Mildmay, bored and lonely and with a lot of bad memories to suppress, naturally goes out and finds himself a new intrigue: the case of Guinevere Dawnlight, formerly Jenny, who's been imprisoned for digging up a corpse from the oldest graveyard in Melusine but won't say why. There's also the matter of another grave, deep beneath the Mirador, that can't possibly be the final resting place of the lady named on the plaque: or can it?
It all comes back to Mildmay's former thief-keeper, Kolkhis, and Vey Coruscant, the blood-witch who Mildmay crossed (Melusine) and assassinated (The Virtu). Confronting Kolkhis -- unwithered and unstaled and thoroughly unsavoury -- Mildmay finds himself making some connections, facing up to some unpleasant aspects of his bond with Felix, and not making himself one whit happier.

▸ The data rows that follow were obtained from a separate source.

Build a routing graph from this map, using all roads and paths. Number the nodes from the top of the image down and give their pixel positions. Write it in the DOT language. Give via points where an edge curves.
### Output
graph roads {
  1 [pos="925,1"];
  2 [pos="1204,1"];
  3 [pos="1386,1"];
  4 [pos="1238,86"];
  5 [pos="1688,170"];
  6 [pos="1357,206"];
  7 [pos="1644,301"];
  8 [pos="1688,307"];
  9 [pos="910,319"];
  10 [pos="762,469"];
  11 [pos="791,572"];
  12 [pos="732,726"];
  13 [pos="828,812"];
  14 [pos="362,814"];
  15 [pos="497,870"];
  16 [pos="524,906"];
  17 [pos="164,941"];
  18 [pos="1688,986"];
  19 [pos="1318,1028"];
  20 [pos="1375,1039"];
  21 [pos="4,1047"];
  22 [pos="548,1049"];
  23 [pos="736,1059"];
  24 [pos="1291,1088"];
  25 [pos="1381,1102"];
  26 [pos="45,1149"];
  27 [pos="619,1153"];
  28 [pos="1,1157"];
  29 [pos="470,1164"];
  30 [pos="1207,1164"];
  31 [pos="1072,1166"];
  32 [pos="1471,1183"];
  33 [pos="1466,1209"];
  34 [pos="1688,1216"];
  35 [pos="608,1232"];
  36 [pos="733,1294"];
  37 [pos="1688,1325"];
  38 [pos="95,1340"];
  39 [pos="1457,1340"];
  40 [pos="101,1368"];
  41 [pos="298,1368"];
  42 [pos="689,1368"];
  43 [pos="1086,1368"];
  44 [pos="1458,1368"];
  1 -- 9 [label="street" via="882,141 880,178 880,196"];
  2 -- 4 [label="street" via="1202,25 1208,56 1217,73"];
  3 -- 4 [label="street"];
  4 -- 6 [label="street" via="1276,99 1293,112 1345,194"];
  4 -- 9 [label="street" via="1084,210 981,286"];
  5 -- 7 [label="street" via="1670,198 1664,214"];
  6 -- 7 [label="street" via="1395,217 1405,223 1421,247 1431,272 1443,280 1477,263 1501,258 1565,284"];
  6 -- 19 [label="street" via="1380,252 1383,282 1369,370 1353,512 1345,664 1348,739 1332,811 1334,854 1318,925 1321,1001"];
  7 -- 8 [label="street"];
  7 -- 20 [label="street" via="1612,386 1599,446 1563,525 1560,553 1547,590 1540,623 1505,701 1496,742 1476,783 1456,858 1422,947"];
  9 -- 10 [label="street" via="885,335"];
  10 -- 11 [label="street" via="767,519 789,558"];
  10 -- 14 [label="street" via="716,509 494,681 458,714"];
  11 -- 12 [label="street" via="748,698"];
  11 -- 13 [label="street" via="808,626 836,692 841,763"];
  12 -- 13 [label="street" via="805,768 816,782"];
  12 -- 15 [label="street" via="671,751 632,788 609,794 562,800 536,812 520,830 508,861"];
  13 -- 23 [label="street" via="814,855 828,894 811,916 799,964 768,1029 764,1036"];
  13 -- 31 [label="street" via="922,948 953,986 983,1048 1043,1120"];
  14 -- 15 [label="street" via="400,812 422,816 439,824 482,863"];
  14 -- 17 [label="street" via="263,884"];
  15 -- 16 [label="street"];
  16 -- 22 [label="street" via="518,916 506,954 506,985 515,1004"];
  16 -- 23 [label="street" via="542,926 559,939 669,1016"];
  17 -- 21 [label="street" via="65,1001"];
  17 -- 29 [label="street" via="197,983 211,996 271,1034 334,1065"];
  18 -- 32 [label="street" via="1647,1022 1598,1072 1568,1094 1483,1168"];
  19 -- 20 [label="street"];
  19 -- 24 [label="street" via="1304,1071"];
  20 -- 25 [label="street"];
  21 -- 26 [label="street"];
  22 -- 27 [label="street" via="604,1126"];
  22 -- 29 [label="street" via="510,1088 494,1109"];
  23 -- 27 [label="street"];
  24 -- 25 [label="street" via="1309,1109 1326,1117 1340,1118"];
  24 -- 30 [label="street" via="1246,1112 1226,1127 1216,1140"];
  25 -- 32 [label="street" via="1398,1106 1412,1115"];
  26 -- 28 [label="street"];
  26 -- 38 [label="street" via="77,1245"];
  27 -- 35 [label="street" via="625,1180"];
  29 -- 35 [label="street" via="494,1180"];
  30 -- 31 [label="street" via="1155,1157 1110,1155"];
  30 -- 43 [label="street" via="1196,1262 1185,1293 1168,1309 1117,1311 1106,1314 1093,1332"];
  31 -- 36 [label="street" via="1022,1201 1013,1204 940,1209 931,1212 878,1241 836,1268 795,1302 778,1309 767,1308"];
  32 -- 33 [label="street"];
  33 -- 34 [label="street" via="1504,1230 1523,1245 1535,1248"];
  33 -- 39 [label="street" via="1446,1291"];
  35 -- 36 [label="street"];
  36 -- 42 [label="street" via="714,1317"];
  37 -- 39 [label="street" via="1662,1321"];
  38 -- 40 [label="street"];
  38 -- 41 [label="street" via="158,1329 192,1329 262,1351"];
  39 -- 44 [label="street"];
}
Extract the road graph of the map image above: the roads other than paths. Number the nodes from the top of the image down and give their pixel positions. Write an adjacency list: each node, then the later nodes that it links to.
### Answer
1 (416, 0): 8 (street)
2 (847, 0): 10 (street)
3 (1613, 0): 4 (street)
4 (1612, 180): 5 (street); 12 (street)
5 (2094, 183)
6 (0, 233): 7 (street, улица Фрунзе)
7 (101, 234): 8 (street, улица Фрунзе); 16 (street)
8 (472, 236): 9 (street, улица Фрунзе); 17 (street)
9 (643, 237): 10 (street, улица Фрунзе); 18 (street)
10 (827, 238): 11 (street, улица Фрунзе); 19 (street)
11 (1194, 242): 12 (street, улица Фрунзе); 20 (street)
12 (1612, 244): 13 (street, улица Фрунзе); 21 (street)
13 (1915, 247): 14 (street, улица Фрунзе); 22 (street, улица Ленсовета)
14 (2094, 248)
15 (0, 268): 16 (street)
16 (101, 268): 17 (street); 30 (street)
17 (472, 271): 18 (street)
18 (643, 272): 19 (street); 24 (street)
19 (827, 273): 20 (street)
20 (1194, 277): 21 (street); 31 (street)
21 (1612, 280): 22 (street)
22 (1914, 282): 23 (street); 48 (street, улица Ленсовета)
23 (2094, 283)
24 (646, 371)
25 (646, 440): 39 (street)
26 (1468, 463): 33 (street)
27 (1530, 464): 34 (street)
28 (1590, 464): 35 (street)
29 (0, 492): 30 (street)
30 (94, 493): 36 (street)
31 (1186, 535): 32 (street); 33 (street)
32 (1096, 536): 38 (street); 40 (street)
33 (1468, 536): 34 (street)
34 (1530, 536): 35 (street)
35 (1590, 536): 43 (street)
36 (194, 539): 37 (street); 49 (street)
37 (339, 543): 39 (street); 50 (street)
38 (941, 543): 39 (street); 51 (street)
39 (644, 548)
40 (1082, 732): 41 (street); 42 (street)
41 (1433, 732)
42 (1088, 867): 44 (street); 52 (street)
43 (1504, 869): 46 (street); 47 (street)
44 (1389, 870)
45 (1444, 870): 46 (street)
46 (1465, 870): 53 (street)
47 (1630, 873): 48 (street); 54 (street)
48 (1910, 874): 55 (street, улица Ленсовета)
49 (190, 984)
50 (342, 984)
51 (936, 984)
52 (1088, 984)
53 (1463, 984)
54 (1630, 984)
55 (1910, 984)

Felix is thoroughly unpleasant, high-handed and arrogant, yet with a certain breezy style (and disregard for popular opinion) that's oddly endearing. There's one passage where something very bad has happened, and Felix has done something very bad: and we're not quite sure if those two bad things are one and the same. But then each of the POV characters is up to no good in his or her way. Mildmay, thief and assassin, is the most honest and straightforward of the three. Except with himself.
Minor characters from the previous books are fleshed out. Kolkhis; Lord Stephen; his brother Shannon, Felix's ex. The entire novel is set within Melusine -- largely within the Mirador, that vast windowless fortress-court -- or within a stone's throw of the city walls. That probably contributes to the sense of claustrophobia.
I don't want to explore the plot in too much detail: I'd rather think about the setting. The Mirador, with its improbable coincidences, its ghosts and tombs and intrigues, is like a knot, like a maze: mazes are important here, and Mildmay's gift for finding his way anywhere (almost anywhere: "only ever gotten lost once in my whole life, and there's a couple different ways that wasn't my fault") is certain to come to the fore again. I want to see how that unravels. I want more of the legend of Heth-Eskaladen, the librarian-god whose descent to Hell is commemorated by the Trials every four years, a Lower City festival strong on mazes. I want more about Malkar: where he came from, just how many times he pulled that trick of his, and why Felix, turning up the card of the Dog in his Sybilline reading, seems to have forgotten that when he was mad he saw Malkar as a dog-headed monster. I want more about the distinction between noirant and clairant magics, and how they're different from simplistic Bad and Good. (Noirant is "the magic of labyrinths, of things that are tangled and lost and dark".)
'I want' never got. But Corambis, last in the series, is due in 2009.